1903 - 1998

Alfred Caldwell

Over the course of his long and varied career, Caldwell was professor, poet, author, landscape architect, civil engineer, and city planner. Apprenticing under landscape architect Jens Jensen from 1924 to 1929 strengthened Caldwell’s ecological sensibilities and knowledge of indigenous plants. Prairie School design principles, such as horizontality and the use of locally-sourced materials, pervade Caldwell’s work. Influenced by Frank Lloyd Wright’s organic designs, Caldwell’s design for Eagle Point Park in Dubuque, Iowa features stratified limestone pavilions that appear to grow from the landscape. Caldwell worked for the Chicago Park District until 1940, creating comprehensive landscape plans for several major parks, including Jackson Park and the Lily Pool in Lincoln Park.

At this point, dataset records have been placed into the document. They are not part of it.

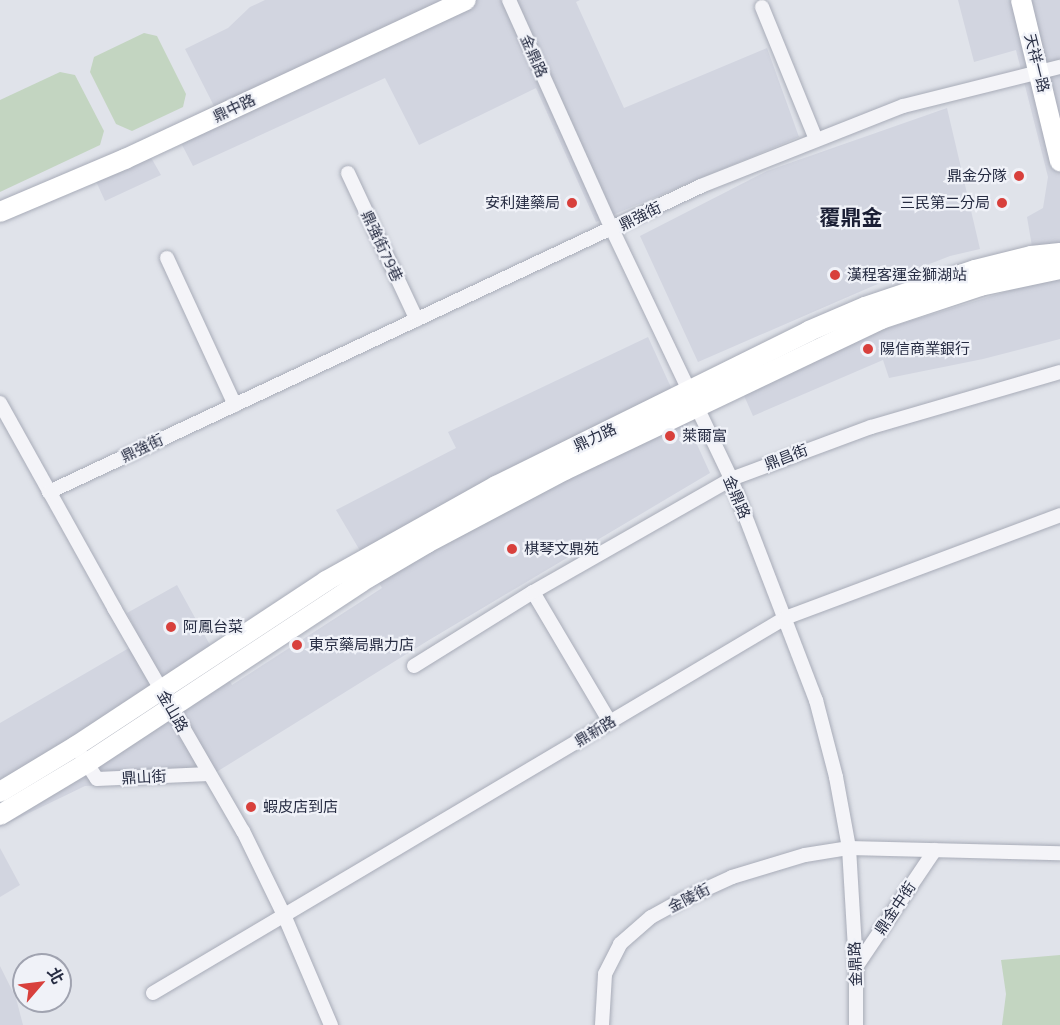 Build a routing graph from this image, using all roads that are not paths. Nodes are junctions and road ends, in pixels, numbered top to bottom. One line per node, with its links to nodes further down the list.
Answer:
1 (466, 0): 10 (street, 鼎中路)
2 (509, 0): 11 (street, 金鼎路)
3 (1021, 0): 6 (street, 天祥一路)
4 (762, 7): 7 (street)
5 (1060, 67): 6 (street, 鼎強街)
6 (1039, 72): 7 (street, 鼎強街); 8 (street, 天祥一路)
7 (816, 139): 11 (street, 鼎強街)
8 (1060, 161)
9 (348, 172): 15 (street, 鼎強街79巷)
10 (0, 212)
11 (612, 229): 15 (street, 鼎強街); 17 (street, 金鼎路)
12 (1060, 253): 17 (street, 鼎力路)
13 (167, 258): 19 (street)
14 (1060, 269): 17 (street, 鼎力路)
15 (417, 320): 19 (street, 鼎強街)
16 (1060, 372): 20 (street, 鼎昌街)
17 (693, 400): 20 (street, 金鼎路); 26 (street, 鼎力路)
18 (0, 403): 21 (street, 金山路)
19 (235, 405): 21 (street, 鼎強街)
20 (731, 479): 23 (street, 鼎昌街); 24 (street, 金鼎路)
21 (49, 492): 26 (street, 金山路)
22 (1060, 515): 24 (street, 鼎新路)
23 (533, 592): 25 (street, 鼎昌街); 27 (street)
24 (785, 618): 27 (street, 鼎新路); 33 (street, 金鼎路)
25 (414, 666)
26 (165, 698): 28 (street); 29 (street); 30 (street, 金山路)
27 (610, 722): 36 (street, 鼎新路)
28 (76, 746): 29 (street, 鼎山街); 31 (street)
29 (87, 763): 30 (street, 鼎山街); 32 (street)
30 (209, 774): 36 (street, 金山路)
31 (0, 792)
32 (0, 815)
33 (849, 848): 34 (street); 37 (street, 金鼎路); 40 (street, 金陵街)
34 (935, 850): 35 (street); 37 (street, 鼎金中街)
35 (1060, 853)
36 (284, 915): 38 (street, 鼎新路); 39 (street, 金山路)
37 (856, 967): 41 (street, 金鼎路)
38 (153, 993)
39 (331, 1025)
40 (602, 1025)
41 (856, 1025)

From 1945-1960, Caldwell taught at and worked on the architecture school founded by Mies van der Rohe, the Illinois Institute of Technology (IIT), where he was awarded a Master of Science in city planning in 1948. A critic of urban sprawl and advocate for environmental conservation, Caldwell headed the special projects office at the Chicago Department of City Planning for Mayor Richard Daley through the 1960s, during which time he also completed, with van der Rohe, Detroit’s urban renewal scheme, Lafayette Park, and the roof garden of Lake Point Tower. After several years as a professor at University of Southern California’s School of Architecture, Caldwell returned to Chicago, teaching at IIT from 1982 until his death in 1998. A prolific writer, his major essays included his 1931 “In Defense of Animals” and in 1945, “Atomic Bombs and City Planning”.